Problem requirements: Go over the data and keep only the lines that include "Beyrek".

Extracted entries:
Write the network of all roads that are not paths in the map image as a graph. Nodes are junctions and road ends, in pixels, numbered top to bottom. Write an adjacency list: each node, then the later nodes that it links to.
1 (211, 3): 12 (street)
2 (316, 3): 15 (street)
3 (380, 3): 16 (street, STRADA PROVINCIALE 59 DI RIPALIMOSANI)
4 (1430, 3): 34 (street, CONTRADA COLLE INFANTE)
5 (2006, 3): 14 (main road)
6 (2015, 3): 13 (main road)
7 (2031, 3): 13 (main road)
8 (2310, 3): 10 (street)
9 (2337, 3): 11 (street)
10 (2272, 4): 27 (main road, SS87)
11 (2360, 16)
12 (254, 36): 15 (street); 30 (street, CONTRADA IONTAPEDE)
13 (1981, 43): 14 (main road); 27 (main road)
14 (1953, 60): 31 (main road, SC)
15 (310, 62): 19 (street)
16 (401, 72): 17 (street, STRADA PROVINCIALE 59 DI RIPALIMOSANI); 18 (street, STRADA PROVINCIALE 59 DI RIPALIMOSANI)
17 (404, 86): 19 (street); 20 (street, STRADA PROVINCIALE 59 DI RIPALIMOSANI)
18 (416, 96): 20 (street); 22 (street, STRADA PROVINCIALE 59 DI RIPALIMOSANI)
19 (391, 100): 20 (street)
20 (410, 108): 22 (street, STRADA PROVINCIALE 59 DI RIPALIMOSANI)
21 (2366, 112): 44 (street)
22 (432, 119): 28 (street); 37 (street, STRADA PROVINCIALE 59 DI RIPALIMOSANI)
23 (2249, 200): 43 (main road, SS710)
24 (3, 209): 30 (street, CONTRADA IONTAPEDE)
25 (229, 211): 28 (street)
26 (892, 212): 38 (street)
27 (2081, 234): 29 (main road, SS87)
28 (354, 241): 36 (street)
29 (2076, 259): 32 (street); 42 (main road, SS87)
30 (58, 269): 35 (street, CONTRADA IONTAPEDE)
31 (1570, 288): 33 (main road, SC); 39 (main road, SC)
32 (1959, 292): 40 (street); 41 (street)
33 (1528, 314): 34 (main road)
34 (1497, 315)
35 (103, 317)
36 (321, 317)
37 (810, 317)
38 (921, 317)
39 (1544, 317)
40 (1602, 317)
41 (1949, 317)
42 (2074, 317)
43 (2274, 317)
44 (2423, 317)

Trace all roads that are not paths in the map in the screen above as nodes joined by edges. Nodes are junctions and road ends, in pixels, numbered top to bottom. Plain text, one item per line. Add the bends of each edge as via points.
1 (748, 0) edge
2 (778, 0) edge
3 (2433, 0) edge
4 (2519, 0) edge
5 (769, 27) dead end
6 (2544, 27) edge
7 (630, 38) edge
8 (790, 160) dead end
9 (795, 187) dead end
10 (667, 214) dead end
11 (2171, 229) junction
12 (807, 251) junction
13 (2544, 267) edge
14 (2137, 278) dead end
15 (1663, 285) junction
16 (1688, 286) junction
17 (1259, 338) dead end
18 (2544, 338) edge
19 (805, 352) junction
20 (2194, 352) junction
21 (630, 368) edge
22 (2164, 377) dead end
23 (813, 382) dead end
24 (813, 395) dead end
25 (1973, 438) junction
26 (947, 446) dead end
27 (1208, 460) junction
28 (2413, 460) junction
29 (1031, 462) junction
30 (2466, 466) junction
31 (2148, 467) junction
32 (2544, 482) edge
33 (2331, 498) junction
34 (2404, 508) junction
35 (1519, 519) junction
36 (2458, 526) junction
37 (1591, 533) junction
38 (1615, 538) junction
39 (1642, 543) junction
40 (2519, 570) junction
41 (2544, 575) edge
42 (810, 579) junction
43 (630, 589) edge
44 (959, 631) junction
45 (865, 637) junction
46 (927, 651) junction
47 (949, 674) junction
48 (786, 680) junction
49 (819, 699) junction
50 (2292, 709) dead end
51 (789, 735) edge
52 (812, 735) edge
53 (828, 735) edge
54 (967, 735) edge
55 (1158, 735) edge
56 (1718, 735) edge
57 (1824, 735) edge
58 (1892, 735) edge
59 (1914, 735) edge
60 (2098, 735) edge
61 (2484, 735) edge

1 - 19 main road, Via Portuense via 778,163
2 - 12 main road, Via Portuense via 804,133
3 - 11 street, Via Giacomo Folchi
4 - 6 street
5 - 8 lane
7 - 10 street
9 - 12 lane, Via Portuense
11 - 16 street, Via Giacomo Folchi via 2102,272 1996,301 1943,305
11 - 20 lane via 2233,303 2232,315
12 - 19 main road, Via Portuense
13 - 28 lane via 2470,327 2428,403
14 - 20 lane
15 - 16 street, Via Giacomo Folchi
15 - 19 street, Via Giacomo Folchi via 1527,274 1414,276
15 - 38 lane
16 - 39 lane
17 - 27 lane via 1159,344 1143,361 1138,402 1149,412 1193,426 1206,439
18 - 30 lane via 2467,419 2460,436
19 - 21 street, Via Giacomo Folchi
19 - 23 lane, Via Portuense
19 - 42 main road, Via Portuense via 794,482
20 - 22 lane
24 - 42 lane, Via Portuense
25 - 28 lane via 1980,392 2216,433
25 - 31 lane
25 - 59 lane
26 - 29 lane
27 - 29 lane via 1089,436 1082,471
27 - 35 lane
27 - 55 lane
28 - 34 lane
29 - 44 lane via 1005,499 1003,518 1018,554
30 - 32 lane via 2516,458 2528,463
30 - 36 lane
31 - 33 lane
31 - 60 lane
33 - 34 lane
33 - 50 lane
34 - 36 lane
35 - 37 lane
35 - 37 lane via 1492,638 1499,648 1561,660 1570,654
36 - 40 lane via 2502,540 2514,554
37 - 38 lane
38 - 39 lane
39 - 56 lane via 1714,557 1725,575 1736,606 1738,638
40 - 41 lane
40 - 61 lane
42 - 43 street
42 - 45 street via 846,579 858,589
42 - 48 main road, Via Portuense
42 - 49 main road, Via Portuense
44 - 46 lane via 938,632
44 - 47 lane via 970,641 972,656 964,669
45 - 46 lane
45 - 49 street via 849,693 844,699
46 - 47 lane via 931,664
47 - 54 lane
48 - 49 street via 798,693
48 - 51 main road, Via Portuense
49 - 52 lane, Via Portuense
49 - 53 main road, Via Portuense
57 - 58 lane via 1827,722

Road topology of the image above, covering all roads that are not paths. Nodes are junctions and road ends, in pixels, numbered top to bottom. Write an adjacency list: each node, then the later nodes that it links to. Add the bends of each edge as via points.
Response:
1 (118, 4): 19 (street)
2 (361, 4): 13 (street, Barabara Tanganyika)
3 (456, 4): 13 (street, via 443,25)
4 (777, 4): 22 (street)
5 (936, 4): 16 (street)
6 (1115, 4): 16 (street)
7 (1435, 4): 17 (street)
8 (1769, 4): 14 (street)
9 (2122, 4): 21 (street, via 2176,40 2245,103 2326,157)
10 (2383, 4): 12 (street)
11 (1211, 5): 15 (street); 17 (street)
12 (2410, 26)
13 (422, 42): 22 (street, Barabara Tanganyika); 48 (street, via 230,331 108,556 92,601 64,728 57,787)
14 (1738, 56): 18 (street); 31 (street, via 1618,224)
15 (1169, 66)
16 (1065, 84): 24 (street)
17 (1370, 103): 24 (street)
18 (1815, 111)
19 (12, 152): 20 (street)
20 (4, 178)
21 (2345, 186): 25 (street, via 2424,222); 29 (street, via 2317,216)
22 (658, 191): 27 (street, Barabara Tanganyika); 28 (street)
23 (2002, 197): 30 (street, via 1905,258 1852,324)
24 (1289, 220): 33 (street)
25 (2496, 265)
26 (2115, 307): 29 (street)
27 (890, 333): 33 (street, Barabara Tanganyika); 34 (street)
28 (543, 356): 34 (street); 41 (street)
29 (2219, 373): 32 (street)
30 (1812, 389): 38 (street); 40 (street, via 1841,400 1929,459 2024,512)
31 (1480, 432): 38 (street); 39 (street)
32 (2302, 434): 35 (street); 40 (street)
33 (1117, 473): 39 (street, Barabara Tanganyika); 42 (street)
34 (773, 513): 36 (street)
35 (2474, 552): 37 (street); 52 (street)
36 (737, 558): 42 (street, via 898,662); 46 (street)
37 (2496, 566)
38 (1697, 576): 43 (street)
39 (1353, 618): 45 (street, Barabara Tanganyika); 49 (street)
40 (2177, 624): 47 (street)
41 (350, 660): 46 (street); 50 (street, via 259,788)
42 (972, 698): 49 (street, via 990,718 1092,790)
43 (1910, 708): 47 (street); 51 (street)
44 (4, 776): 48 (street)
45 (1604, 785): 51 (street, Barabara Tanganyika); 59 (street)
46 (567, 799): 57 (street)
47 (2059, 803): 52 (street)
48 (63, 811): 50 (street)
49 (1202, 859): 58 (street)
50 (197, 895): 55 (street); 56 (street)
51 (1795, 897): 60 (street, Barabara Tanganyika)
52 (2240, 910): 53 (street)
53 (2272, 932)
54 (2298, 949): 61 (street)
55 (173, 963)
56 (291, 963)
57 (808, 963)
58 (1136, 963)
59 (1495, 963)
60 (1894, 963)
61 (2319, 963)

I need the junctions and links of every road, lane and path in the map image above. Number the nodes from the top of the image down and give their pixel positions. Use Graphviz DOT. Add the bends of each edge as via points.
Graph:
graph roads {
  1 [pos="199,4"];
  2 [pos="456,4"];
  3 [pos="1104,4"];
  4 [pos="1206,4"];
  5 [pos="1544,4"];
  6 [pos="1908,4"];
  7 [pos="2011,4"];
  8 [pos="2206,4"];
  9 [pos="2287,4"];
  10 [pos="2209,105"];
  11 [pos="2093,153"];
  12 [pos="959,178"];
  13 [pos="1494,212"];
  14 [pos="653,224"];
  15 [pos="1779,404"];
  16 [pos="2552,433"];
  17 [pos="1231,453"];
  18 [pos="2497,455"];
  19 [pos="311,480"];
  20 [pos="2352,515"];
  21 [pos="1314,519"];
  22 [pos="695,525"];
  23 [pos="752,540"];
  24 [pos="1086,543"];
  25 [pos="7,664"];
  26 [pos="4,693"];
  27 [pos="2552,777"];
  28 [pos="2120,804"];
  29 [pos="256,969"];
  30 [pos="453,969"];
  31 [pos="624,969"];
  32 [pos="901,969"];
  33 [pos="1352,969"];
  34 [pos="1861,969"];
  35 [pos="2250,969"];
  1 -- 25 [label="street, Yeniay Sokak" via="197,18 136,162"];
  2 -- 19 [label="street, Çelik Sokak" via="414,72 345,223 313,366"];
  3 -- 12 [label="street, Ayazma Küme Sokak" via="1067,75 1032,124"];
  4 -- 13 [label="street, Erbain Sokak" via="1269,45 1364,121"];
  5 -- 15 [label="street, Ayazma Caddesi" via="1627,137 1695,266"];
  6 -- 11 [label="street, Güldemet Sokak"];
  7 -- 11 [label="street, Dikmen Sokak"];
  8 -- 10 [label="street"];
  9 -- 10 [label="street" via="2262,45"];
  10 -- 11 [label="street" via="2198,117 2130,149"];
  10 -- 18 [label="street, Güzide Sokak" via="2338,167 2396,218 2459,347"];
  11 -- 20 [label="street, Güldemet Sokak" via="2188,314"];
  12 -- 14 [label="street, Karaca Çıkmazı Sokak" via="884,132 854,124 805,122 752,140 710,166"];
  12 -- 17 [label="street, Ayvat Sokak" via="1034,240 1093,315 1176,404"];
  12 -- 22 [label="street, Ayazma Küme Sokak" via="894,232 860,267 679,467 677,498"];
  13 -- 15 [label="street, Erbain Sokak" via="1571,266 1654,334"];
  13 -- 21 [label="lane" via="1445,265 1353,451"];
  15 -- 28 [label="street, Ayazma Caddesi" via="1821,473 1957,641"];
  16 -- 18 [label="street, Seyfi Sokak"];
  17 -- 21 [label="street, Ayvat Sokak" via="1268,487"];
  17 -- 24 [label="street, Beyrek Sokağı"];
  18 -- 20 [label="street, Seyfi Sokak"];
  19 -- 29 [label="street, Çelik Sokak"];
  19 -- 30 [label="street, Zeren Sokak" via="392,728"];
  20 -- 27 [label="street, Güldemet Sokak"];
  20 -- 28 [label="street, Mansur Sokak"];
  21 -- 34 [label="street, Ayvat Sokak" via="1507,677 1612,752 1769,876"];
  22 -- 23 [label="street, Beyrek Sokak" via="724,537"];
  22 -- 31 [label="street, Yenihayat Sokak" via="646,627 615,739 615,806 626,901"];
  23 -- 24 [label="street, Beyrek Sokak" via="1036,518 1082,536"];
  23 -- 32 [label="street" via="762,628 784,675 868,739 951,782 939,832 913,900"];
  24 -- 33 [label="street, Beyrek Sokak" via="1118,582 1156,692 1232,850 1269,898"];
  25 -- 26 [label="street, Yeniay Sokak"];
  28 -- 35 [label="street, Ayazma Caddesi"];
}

Exercise solution:
  17 -- 24 [label="street, Beyrek Sokağı"];
  22 -- 23 [label="street, Beyrek Sokak" via="724,537"];
  23 -- 24 [label="street, Beyrek Sokak" via="1036,518 1082,536"];
  24 -- 33 [label="street, Beyrek Sokak" via="1118,582 1156,692 1232,850 1269,898"];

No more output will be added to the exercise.